On April 4th the breaches were both growing practicable, and news from the South warned Wellington that he must hurry; Soult was at last over the Sierra Morena with all the troops that he could scrape together from Andalusia. It was lucky indeed that Marmont was not marching to join Soult, but was executing a raid into central Portugal, not by his own wish but by the special orders of the Emperor, as has already been explained elsewhere. His irruption into the Beira was absolutely disregarded by Wellington: for as long as the two French armies were not united, the British commander did not much fear either of them. Still, if Soult came close up to Badajoz, it would be necessary to send part of the siege-troops to join the covering force--and this would be inconvenient. Wherefore Wellington resolved to strike at once, while Soult was still four or five marches away.
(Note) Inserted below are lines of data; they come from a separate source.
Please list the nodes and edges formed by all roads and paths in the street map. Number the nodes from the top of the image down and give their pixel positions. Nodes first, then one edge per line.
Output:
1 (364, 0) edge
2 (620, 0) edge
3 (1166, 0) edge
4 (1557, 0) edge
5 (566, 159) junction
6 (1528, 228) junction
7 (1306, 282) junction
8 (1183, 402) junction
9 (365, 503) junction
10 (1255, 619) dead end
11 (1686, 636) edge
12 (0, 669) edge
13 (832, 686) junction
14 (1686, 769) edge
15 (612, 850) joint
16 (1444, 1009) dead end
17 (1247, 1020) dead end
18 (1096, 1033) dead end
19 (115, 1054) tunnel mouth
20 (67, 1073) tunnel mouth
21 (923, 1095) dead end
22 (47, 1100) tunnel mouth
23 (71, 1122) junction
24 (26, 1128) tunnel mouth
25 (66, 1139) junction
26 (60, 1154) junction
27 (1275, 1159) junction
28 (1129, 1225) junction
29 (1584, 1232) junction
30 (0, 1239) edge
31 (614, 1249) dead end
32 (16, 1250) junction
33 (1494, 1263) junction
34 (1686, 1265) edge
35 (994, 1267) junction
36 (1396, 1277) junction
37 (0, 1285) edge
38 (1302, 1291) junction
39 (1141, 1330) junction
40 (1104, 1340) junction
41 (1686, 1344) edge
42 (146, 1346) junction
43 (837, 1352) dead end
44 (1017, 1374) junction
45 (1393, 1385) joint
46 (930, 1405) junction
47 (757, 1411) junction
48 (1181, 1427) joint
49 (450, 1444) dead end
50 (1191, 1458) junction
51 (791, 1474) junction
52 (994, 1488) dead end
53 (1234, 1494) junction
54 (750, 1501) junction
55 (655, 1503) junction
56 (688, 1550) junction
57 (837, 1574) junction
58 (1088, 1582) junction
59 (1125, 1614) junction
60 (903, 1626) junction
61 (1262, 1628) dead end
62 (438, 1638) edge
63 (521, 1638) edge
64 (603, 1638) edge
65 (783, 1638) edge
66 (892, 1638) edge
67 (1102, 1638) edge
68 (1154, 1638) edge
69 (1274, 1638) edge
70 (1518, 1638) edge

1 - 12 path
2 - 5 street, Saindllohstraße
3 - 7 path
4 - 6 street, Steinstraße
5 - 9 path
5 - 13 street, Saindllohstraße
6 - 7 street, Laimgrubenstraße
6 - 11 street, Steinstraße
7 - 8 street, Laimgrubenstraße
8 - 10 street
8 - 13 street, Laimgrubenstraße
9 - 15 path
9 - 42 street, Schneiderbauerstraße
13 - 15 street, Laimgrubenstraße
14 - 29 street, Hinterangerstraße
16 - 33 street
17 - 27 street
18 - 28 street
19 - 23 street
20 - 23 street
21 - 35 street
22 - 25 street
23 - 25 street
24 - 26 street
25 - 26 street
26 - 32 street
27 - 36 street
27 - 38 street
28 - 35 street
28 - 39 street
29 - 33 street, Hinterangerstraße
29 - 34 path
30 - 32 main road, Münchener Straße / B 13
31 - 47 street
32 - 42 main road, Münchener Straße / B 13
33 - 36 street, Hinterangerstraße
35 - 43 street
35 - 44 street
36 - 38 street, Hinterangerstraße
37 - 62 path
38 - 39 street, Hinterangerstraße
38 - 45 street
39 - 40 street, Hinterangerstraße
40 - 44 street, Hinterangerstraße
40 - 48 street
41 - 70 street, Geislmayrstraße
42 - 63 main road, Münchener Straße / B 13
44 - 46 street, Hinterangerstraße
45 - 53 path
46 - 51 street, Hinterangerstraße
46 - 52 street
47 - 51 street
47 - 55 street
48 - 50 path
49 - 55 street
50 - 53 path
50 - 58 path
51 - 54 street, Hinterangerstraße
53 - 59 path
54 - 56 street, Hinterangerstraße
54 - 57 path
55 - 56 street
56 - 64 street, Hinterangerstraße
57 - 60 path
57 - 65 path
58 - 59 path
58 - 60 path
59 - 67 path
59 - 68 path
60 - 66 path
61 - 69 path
On the 4th the breaches, both in the Trinidad and in Santa Maria, looked practicable--on the morning of the 5th they were certainly so. But the question was raised as to whether the mere practicability of the breaches was enough to ensure success--it was clearly made out that the garrisons were building a semicircular inner retrenchment among the houses of the town, which would cut off the breaches, and give a second line of resistance. Moreover Colonel Fletcher, who was just out of bed, his wound of the 19th March being on the mend, reported from personal observation that it was clear that all manner of obstacles were being accumulated behind both breaches, and every preparation made for a desperate defence of them. Wherefore Wellington ordered the storm to be put off for a day, and turned two batteries on to a new spot, where Spanish informants reported that the wall of the curtain was badly built, between Santa Maria and the Trinidad. So true was this report, that a very few hours battering on the morning of the 6th made a third breach at this point, as practicable as either of the others.

To prevent the enemy from getting time to retrench this third opening into the town, the storm was ordered for 7.30 o’clock on the same evening--it would have been well if the hour had been kept as first settled.